Bronx (vintage recipe)

Bronx (cocktail IBA 1961)

1/3 Dry Gin
1/3 Orange juice
1/6 Dry Vermouth
1/6 Red Vermouth
It is prepare in a shaker with a little ice crystal.    

Origins and curiosity

The Bronx Cocktail is a Perfect Martini, but with the addition of orange juice. In 1934 he became one of the most famous cocktails, mentioned in “The World’s 10 Most Famous Cocktails in 1934” it was just after the Martini (first) and Manhattan (second place).
The Bronx is inspired without doubt one of the five “boroughs” that split the city of New York, located north of Manhattan. Its population is about 1,300,000 inhabitants. The name comes from the Bronx by Swedish Jonas Bronck, who was among the first to settle in the area in 1639. Originally it was part of the county of Westchester County. Then it became a borough and not an island when s’unì the city of New York City in 1898.
Over the years, the Bronx has continued to attract immigrants, and currently is home to several ethnic minorities. Among the most famous buildings is the church of St. Jerome (located on 138th street) and Yankee Stadium, located on the right bank of the Harlem River from the Bronx.

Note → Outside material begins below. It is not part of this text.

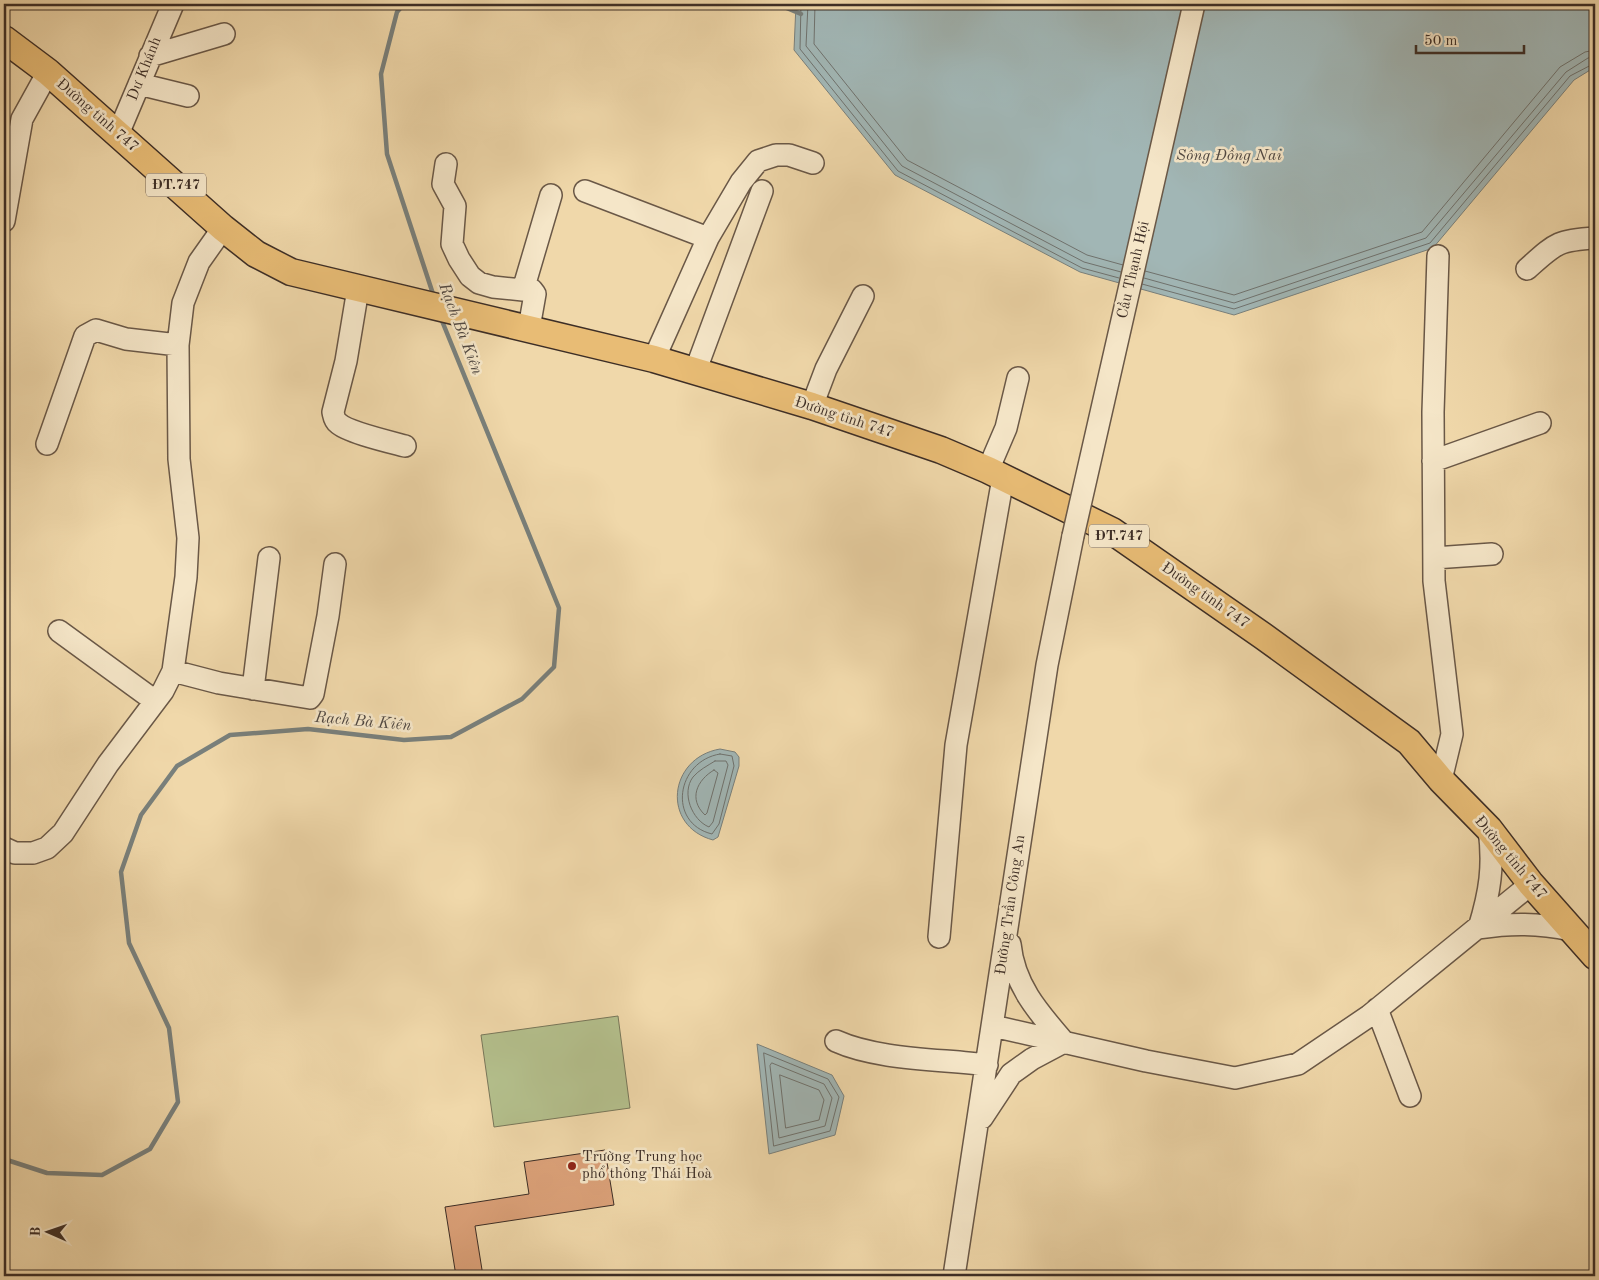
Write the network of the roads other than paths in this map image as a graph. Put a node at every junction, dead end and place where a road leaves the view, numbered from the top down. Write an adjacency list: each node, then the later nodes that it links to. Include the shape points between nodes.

His reputation is unfortunately linked to the fact that the area’s most infamous in all of New York.
Lived in Harlem, among others, Arturo Toscanini, Theodore Roosevelt and Mark Twain.
Historical recipes

Harry Craddock in The Savoy cocktail book mentions three recipes from the Bronx. The first in the following proportions:
¼ orange juice
¼ French Vermouth
¼ Italian Vermouth
½ Dry Gin
Shake well and strain into cocktail glass.
The following is a well-defined Bronx (Silver) cocktail
The juice of ¼ orange
1 white of egg
¼ French Vermouth
¼ Italian Vermouth
½ Dry Gin
Shake well and strain into a large wine glass.
And yet the Bronx cocktail Terracl
2/3 Gin
1/3 French Vermouth
½ lime juice
Shake well and strain into a cocktail glass.
It also appears in the cookbook World drinks and how to mix them Boothby, where it has 4, one flavored with orange bitters, one with pineapple juice instead of orange and also the Silver version, with grated nutmeg. Even Oscar Haimo cites him, with the recipe substantially identical to that of Craddock.

The products

The orange
Native to China and Southeast Asia, we find him in Europe until the fourteenth century when it was imported by Portuguese sailors. However, some of the ancient texts talk about it in the first century: we find cultivated in Sicily as the Melarancia. In Rome, in the cloister of the convent of Santa Sabina on the Aventine is a plant of sweet orange that according to the Dominican tradition was brought and planted by St. Dominic in 1220. The legend does not specify whether the saint had brought the plant from Portugal or from Sicily, where it had come in the wake of Arab-Berber conquest.
The orange and its juice has many health benefits: 80-90% of their consistency is provided by the water, then fructose, minerals and vitamins (starting with C, but also in group B and D), many organic acids (such as citric acid) and fibers. But in nature there are blood oranges, which help to lose weight, mainly due to the antioxidant cyanidin 3, an antioxidant that is abundant in this fruit (50 mg per 100 grams). Besides this, contain calcium, phosphorus, potassium, iron, selenium, and several vitamins including, in addition to the aforementioned C, the A, B1 and B2.
When mixing the orange juice is great for long drinks, but they are different cocktails containing it (including the Golden Dream, Mimosa, Screwdriver, the Monkey Gland: all part of the last classification IBA).